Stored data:

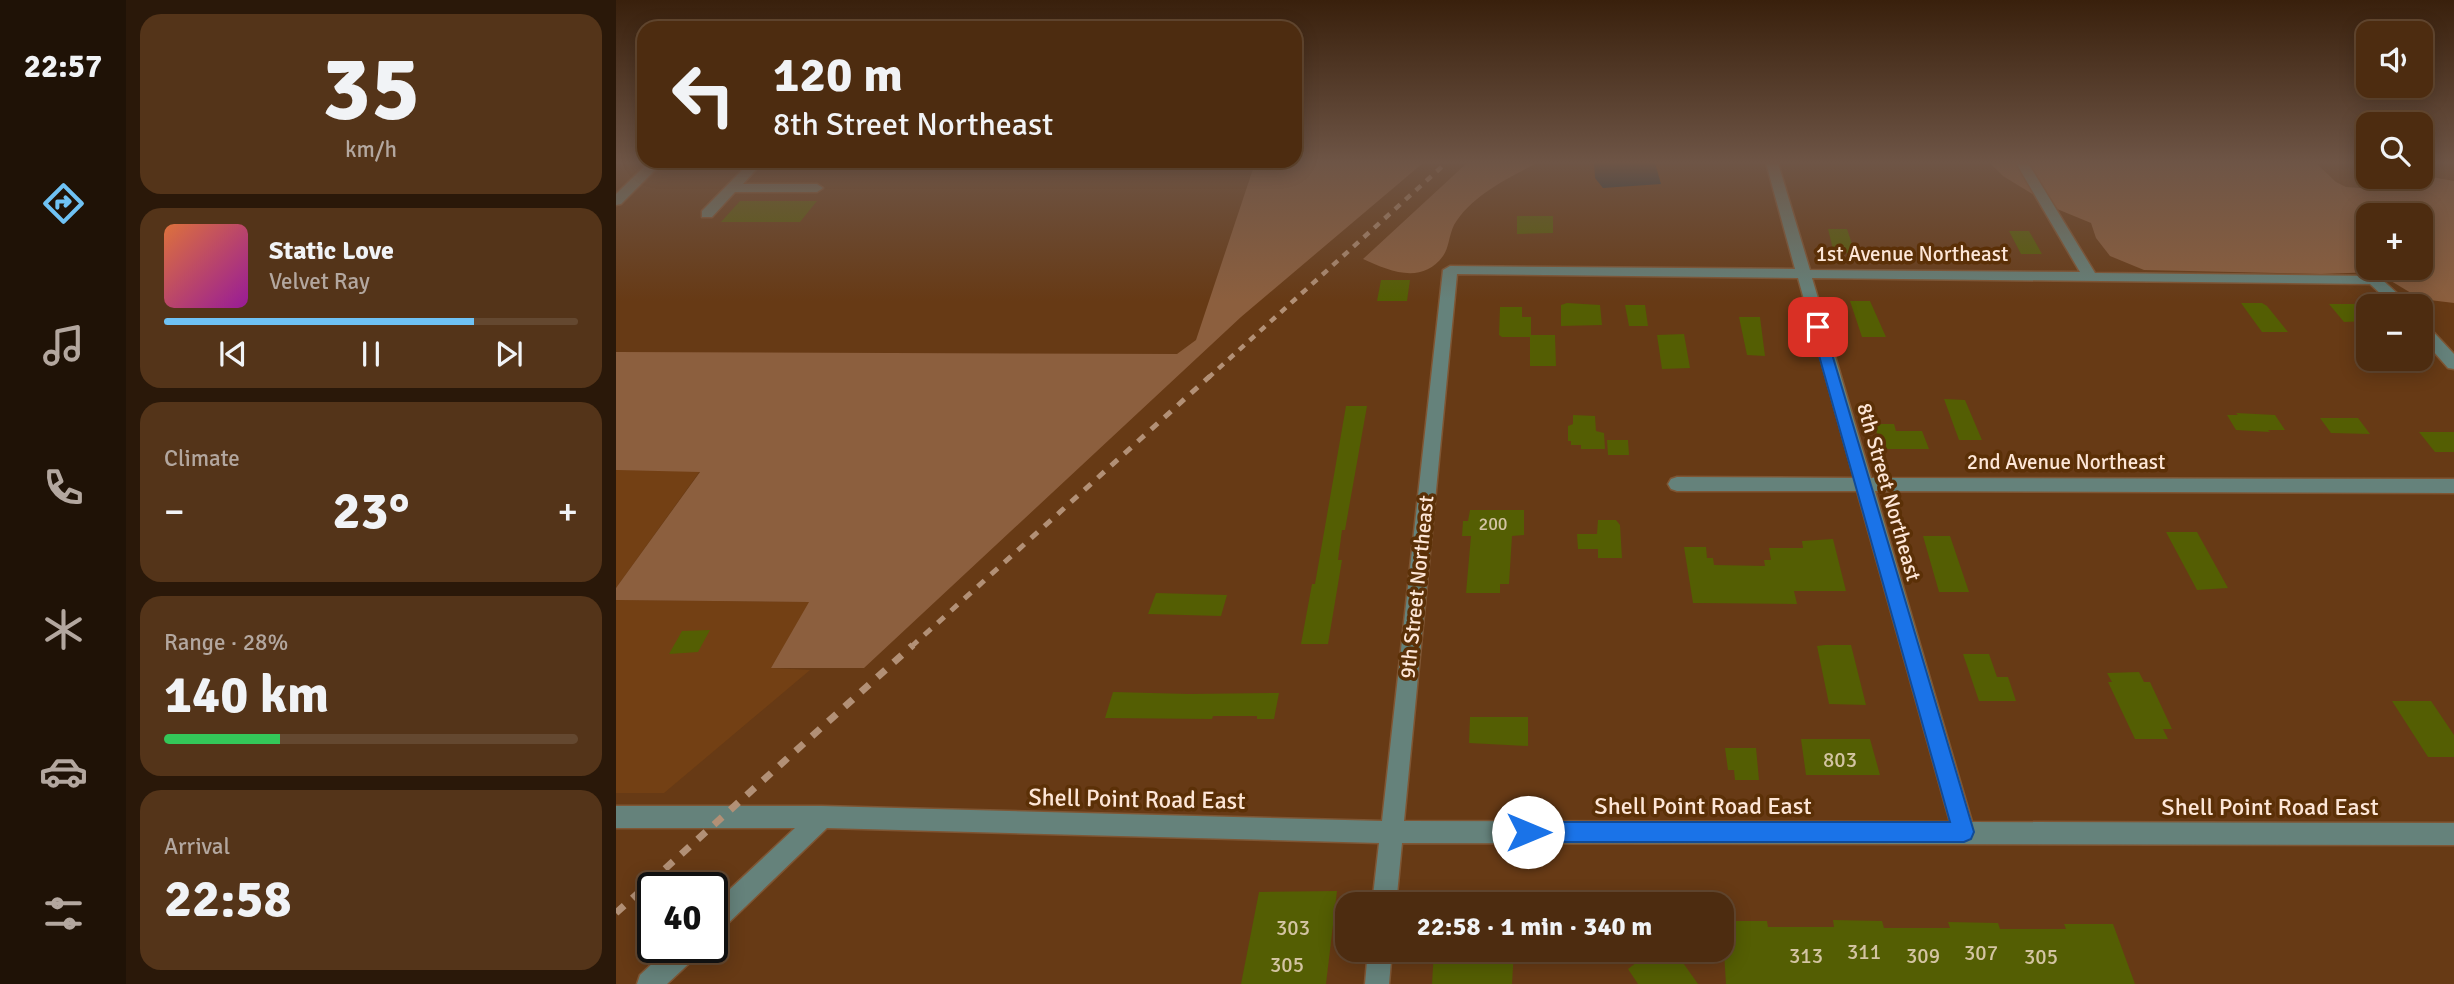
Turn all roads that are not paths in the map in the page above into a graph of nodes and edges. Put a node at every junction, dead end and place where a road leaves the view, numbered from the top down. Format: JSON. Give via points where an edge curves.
{"nodes":[{"id":1,"x":712,"y":209,"type":"edge"},
{"id":2,"x":1784,"y":209,"type":"edge"},
{"id":3,"x":2050,"y":209,"type":"edge"},
{"id":4,"x":707,"y":214,"type":"dead end"},
{"id":5,"x":1450,"y":270,"type":"joint"},
{"id":6,"x":1802,"y":275,"type":"junction"},
{"id":7,"x":2090,"y":275,"type":"junction"},
{"id":8,"x":2390,"y":294,"type":"edge"},
{"id":9,"x":2433,"y":341,"type":"edge"},
{"id":10,"x":2454,"y":365,"type":"edge"},
{"id":11,"x":1678,"y":484,"type":"dead end"},
{"id":12,"x":1863,"y":484,"type":"junction"},
{"id":13,"x":2454,"y":486,"type":"edge"},
{"id":14,"x":616,"y":817,"type":"edge"},
{"id":15,"x":822,"y":817,"type":"junction"},
{"id":16,"x":1391,"y":832,"type":"junction"},
{"id":17,"x":1964,"y":832,"type":"junction"},
{"id":18,"x":2454,"y":834,"type":"edge"},
{"id":19,"x":1385,"y":892,"type":"edge"},
{"id":20,"x":728,"y":908,"type":"edge"},
{"id":21,"x":1379,"y":962,"type":"edge"},
{"id":22,"x":671,"y":963,"type":"edge"},
{"id":23,"x":649,"y":984,"type":"edge"},
{"id":24,"x":1377,"y":984,"type":"edge"}],
"edges":[{"from":1,"to":4,"type":"street"},
{"from":2,"to":6,"type":"street","name":"8th Street Northeast"},
{"from":3,"to":7,"type":"street"},
{"from":5,"to":6,"type":"street","name":"1st Avenue Northeast"},
{"from":5,"to":16,"type":"street","name":"9th Street Northeast"},
{"from":6,"to":7,"type":"street","name":"1st Avenue Northeast"},
{"from":6,"to":12,"type":"street","name":"8th Street Northeast"},
{"from":7,"to":8,"type":"street","name":"1st Avenue Northeast","via":[[2374,280]]},
{"from":9,"to":10,"type":"street"},
{"from":11,"to":12,"type":"street","name":"2nd Avenue Northeast"},
{"from":12,"to":13,"type":"street","name":"2nd Avenue Northeast"},
{"from":12,"to":17,"type":"street","name":"8th Street Northeast"},
{"from":14,"to":15,"type":"street","name":"Shell Point Road East"},
{"from":15,"to":16,"type":"street","name":"Shell Point Road East"},
{"from":15,"to":20,"type":"street"},
{"from":16,"to":17,"type":"street","name":"Shell Point Road East"},
{"from":16,"to":19,"type":"street","name":"9th Street Northeast"},
{"from":17,"to":18,"type":"street","name":"Shell Point Road East"},
{"from":21,"to":24,"type":"street"},
{"from":22,"to":23,"type":"street"}]}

Problem requirements: Only an exact copy of the records, free of images, belongs in the answer.

Task solution:
Turn all roads that are not paths in the map in the page above into a graph of nodes and edges. Put a node at every junction, dead end and place where a road leaves the view, numbered from the top down. Format: JSON. Give via points where an edge curves.
{"nodes":[{"id":1,"x":712,"y":209,"type":"edge"},
{"id":2,"x":1784,"y":209,"type":"edge"},
{"id":3,"x":2050,"y":209,"type":"edge"},
{"id":4,"x":707,"y":214,"type":"dead end"},
{"id":5,"x":1450,"y":270,"type":"joint"},
{"id":6,"x":1802,"y":275,"type":"junction"},
{"id":7,"x":2090,"y":275,"type":"junction"},
{"id":8,"x":2390,"y":294,"type":"edge"},
{"id":9,"x":2433,"y":341,"type":"edge"},
{"id":10,"x":2454,"y":365,"type":"edge"},
{"id":11,"x":1678,"y":484,"type":"dead end"},
{"id":12,"x":1863,"y":484,"type":"junction"},
{"id":13,"x":2454,"y":486,"type":"edge"},
{"id":14,"x":616,"y":817,"type":"edge"},
{"id":15,"x":822,"y":817,"type":"junction"},
{"id":16,"x":1391,"y":832,"type":"junction"},
{"id":17,"x":1964,"y":832,"type":"junction"},
{"id":18,"x":2454,"y":834,"type":"edge"},
{"id":19,"x":1385,"y":892,"type":"edge"},
{"id":20,"x":728,"y":908,"type":"edge"},
{"id":21,"x":1379,"y":962,"type":"edge"},
{"id":22,"x":671,"y":963,"type":"edge"},
{"id":23,"x":649,"y":984,"type":"edge"},
{"id":24,"x":1377,"y":984,"type":"edge"}],
"edges":[{"from":1,"to":4,"type":"street"},
{"from":2,"to":6,"type":"street","name":"8th Street Northeast"},
{"from":3,"to":7,"type":"street"},
{"from":5,"to":6,"type":"street","name":"1st Avenue Northeast"},
{"from":5,"to":16,"type":"street","name":"9th Street Northeast"},
{"from":6,"to":7,"type":"street","name":"1st Avenue Northeast"},
{"from":6,"to":12,"type":"street","name":"8th Street Northeast"},
{"from":7,"to":8,"type":"street","name":"1st Avenue Northeast","via":[[2374,280]]},
{"from":9,"to":10,"type":"street"},
{"from":11,"to":12,"type":"street","name":"2nd Avenue Northeast"},
{"from":12,"to":13,"type":"street","name":"2nd Avenue Northeast"},
{"from":12,"to":17,"type":"street","name":"8th Street Northeast"},
{"from":14,"to":15,"type":"street","name":"Shell Point Road East"},
{"from":15,"to":16,"type":"street","name":"Shell Point Road East"},
{"from":15,"to":20,"type":"street"},
{"from":16,"to":17,"type":"street","name":"Shell Point Road East"},
{"from":16,"to":19,"type":"street","name":"9th Street Northeast"},
{"from":17,"to":18,"type":"street","name":"Shell Point Road East"},
{"from":21,"to":24,"type":"street"},
{"from":22,"to":23,"type":"street"}]}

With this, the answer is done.